Task: Your answer should consist solely of the lines from the first line of the data through the line with "Which roads connect where in the street", each reproduced exactly.
━━━
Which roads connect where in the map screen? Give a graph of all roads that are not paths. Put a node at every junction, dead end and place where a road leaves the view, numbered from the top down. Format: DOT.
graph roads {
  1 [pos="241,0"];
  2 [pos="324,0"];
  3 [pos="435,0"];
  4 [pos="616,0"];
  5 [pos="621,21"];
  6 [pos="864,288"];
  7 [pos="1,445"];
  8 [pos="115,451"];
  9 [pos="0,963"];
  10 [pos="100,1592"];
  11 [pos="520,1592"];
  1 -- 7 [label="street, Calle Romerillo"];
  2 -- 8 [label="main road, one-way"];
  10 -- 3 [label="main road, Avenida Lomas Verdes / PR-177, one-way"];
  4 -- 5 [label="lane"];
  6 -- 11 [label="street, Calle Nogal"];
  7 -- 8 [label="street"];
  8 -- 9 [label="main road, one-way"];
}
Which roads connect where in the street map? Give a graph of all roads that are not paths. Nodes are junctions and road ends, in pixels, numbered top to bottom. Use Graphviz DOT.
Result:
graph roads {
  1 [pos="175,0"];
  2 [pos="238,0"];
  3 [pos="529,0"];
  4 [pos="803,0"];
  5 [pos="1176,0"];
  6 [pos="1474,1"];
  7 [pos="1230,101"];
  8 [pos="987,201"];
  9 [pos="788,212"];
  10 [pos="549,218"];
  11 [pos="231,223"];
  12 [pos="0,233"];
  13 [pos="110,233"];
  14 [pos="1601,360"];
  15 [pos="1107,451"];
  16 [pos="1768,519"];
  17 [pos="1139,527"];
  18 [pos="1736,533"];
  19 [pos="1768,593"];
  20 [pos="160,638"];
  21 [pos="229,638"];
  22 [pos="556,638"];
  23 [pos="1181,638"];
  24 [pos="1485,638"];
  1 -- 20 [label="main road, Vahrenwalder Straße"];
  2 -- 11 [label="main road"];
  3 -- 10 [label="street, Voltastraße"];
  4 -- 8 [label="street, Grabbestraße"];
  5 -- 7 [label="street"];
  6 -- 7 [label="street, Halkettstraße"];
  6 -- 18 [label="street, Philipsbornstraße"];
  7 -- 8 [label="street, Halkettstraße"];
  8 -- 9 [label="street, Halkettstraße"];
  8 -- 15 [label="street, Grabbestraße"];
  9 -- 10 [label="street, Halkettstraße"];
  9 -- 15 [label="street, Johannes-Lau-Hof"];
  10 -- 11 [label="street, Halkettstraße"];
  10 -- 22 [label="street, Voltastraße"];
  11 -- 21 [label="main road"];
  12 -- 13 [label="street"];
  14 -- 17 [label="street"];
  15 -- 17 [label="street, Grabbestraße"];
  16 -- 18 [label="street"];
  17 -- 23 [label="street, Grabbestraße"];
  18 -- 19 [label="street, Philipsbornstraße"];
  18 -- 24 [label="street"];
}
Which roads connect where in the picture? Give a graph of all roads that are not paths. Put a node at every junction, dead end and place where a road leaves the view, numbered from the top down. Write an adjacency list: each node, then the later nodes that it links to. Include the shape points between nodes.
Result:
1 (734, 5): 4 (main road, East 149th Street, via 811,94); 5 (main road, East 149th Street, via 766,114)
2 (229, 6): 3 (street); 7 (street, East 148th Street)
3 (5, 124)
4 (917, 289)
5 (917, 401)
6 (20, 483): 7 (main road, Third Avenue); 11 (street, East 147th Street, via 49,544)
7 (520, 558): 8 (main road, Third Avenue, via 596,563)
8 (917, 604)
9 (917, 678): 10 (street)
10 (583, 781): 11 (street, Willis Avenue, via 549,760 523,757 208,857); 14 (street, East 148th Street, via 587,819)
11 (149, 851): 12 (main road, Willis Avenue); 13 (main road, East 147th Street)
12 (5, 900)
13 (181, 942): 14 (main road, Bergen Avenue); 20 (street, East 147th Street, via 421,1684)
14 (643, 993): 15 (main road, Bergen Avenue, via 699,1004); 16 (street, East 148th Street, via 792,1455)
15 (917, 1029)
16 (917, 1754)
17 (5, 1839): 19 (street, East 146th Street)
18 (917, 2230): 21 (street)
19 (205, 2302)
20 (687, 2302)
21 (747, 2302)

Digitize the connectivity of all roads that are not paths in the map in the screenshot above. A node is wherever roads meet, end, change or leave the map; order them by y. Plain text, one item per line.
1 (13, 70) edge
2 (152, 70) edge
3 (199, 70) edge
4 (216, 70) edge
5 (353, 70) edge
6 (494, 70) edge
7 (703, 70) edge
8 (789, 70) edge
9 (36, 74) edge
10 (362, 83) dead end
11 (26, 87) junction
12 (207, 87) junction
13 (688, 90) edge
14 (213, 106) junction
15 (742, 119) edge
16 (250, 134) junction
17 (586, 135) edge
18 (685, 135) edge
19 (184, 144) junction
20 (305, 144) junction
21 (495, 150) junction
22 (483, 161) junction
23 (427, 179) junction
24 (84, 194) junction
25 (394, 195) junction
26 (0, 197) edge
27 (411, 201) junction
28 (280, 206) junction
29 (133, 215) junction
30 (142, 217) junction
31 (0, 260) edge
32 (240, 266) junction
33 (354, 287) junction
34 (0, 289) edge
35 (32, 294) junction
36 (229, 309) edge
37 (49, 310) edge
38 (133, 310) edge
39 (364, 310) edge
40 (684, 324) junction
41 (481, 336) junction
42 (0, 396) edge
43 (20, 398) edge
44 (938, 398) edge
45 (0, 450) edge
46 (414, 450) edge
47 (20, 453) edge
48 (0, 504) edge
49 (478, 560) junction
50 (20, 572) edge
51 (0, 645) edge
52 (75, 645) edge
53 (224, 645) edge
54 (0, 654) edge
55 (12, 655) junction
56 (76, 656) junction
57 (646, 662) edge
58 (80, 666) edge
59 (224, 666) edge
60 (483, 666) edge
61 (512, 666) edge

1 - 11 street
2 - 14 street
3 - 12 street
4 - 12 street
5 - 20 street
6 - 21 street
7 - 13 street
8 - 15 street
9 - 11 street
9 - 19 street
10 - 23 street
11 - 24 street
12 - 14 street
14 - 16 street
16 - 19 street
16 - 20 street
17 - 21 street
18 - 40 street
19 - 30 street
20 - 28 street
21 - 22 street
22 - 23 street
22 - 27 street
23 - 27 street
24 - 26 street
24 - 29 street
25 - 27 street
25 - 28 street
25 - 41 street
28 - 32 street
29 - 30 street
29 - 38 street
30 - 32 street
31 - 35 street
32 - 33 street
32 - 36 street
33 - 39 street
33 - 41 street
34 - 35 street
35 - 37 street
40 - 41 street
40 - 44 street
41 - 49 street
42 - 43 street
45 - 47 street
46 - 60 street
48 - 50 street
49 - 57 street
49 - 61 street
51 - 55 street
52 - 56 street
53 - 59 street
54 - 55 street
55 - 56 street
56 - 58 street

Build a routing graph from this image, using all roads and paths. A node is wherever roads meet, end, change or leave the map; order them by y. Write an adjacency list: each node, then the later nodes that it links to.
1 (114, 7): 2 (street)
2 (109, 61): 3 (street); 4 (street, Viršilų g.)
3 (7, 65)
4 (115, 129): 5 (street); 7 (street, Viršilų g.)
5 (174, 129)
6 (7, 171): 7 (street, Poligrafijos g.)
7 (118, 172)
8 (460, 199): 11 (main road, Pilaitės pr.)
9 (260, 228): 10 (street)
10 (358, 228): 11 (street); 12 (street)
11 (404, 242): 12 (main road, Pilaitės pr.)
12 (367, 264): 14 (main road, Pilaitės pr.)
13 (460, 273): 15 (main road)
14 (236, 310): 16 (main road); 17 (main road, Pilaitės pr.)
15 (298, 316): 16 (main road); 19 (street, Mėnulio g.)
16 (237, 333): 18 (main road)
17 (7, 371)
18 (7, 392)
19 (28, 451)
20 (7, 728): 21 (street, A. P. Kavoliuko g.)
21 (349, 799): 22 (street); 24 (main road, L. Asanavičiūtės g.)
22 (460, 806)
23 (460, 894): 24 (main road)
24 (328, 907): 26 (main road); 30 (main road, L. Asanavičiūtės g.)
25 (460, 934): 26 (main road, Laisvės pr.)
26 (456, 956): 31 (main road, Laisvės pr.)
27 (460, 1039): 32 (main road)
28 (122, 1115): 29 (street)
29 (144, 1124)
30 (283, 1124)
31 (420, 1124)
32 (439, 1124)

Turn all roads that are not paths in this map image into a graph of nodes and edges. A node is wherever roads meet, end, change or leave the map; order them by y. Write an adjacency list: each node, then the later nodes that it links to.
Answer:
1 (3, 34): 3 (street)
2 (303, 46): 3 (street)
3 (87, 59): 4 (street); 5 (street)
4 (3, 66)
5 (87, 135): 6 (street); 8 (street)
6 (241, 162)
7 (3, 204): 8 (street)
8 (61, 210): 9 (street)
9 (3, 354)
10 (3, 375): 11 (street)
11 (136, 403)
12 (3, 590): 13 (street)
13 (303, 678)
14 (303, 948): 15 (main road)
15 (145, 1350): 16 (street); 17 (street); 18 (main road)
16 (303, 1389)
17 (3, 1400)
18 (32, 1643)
━━━
Solution to the exercise:
Which roads connect where in the map screen? Give a graph of all roads that are not paths. Put a node at every junction, dead end and place where a road leaves the view, numbered from the top down. Format: DOT.
graph roads {
  1 [pos="241,0"];
  2 [pos="324,0"];
  3 [pos="435,0"];
  4 [pos="616,0"];
  5 [pos="621,21"];
  6 [pos="864,288"];
  7 [pos="1,445"];
  8 [pos="115,451"];
  9 [pos="0,963"];
  10 [pos="100,1592"];
  11 [pos="520,1592"];
  1 -- 7 [label="street, Calle Romerillo"];
  2 -- 8 [label="main road, one-way"];
  10 -- 3 [label="main road, Avenida Lomas Verdes / PR-177, one-way"];
  4 -- 5 [label="lane"];
  6 -- 11 [label="street, Calle Nogal"];
  7 -- 8 [label="street"];
  8 -- 9 [label="main road, one-way"];
}
Which roads connect where in the street map? Give a graph of all roads that are not paths. Nodes are junctions and road ends, in pixels, numbered top to bottom. Use Graphviz DOT.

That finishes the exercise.